“I don’t trust humans to be a trusted source when it comes to what an AI should do with the future lightcone.”
First, let’s acknowledge that this is a new objection you are raising which we haven’t discussed yet, eh? I’m tempted to say “moving the goalposts”, but I want to hear your best objections wherever they come from; I just want you to acknowledge that this is in fact a new objection :)
Sure :) I’ve said similar things elsewhere, but I suppose one must sometimes talk to people who haven’t read one’s every word :P
We’re being pretty vague in describing the human-AI interaction here, but I agree that one reason why the AI shouldn’t just do what it would predict humans would tell it to do (or, if below some threshold of certainty, ask a human) is that humans are not immune to distributional shift.
There are also systematic factors, like preserving your self-image, that sometimes make humans say really dumb things about far-off situations because of more immediate concerns.
Lastly, figuring out what the AI should do with its resources is really hard, and figuring out which to call “better” between two complicated choices can be hard too, and humans will sometimes do badly at it. Worst case, the humans appear to answer hard questions with certainty, or conversely the questions the AI is most uncertain about slowly devolve into giving humans hard questions and treating their answers as strong information.
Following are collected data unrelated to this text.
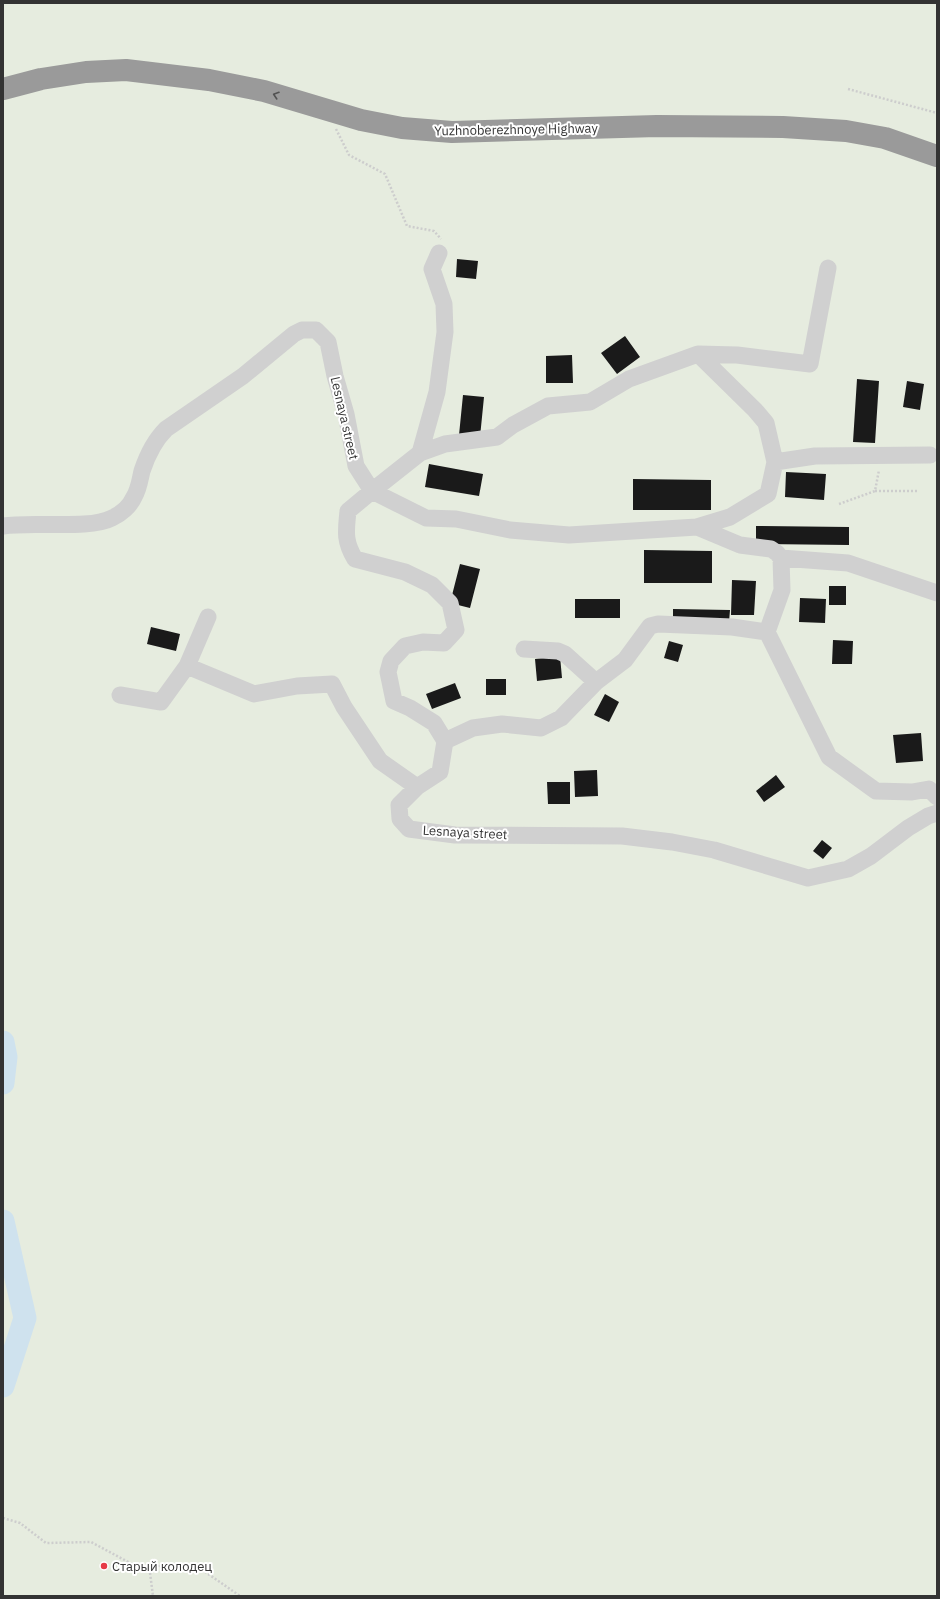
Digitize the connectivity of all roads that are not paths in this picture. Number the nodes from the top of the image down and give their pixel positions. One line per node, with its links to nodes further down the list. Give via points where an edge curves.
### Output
1 (3, 89): 3 (highway, Yuzhnoberezhnoye Highway, one-way to 1, via 885,138 846,131 782,127 657,126 452,132 402,128 361,120 264,91 195,78 126,70 86,72 41,79)
2 (3, 98): 4 (highway, Yuzhnoberezhnoye Highway, via 82,83 163,84 398,138 448,142 779,136 882,148)
3 (937, 156)
4 (937, 167)
5 (439, 253): 8 (street, via 432,269 444,304 445,332 437,392)
6 (828, 268): 7 (street, via 810,364 744,356)
7 (698, 354): 8 (street, via 629,378 590,402 548,406 497,437 444,444); 10 (street, via 766,423)
8 (420, 453): 11 (street)
9 (930, 455): 10 (street, via 815,456)
10 (775, 462): 13 (street, via 768,494 730,517)
11 (372, 491): 12 (street, Lesnaya street, via 356,466 328,342 316,330 309,329 294,334 243,376 166,429 152,448 134,497 124,511 99,523 27,523); 13 (street, via 426,518 456,519 510,530 569,535); 22 (street, via 348,511 348,548 355,559 405,572 432,585 450,603 456,630 444,643 424,642 405,646 391,662 388,672 394,700 434,723)
12 (3, 526)
13 (697, 527): 14 (street, via 740,545 772,549 778,552)
14 (781, 558): 15 (street, via 848,563); 17 (street, via 782,590)
15 (937, 593)
16 (208, 618): 19 (street)
17 (767, 632): 20 (street, via 732,627 658,624 650,626 625,660); 24 (street, via 829,756 876,791 912,792 929,789)
18 (524, 649): 20 (street, via 558,651 566,654)
19 (187, 666): 21 (street, via 161,702); 23 (street, via 254,694 297,686 332,684 344,708 380,761)
20 (596, 682): 22 (street, via 561,718 540,728 502,724 473,728)
21 (120, 695)
22 (445, 741): 23 (street, Lesnaya street, via 440,772)
23 (417, 787): 25 (street, Lesnaya street, via 399,805 400,819 408,829 455,834 622,836 714,850 808,878 848,869 871,856 913,825)
24 (937, 797)
25 (937, 813)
I think the AI should actively take this stuff into account rather than trying to stay in some context where it can unshakeably trust humans. And by “take this into account,” I’m pretty sure that means model the human and treat preferences as objects in the model.
Skipping over the intervening stuff I agree with, here’s that Eliezer quote:
Eliezer Yudkowsky wrote: “If the subject is Paul Christiano, or Carl Shulman, I for one am willing to say these humans are reasonably aligned; and I’m pretty much okay with somebody giving them the keys to the universe in expectation that the keys will later be handed back.”
Do you agree or disagree with Eliezer? (In other words, do you think a high-fidelity upload of a benevolent person will result in a good outcome?)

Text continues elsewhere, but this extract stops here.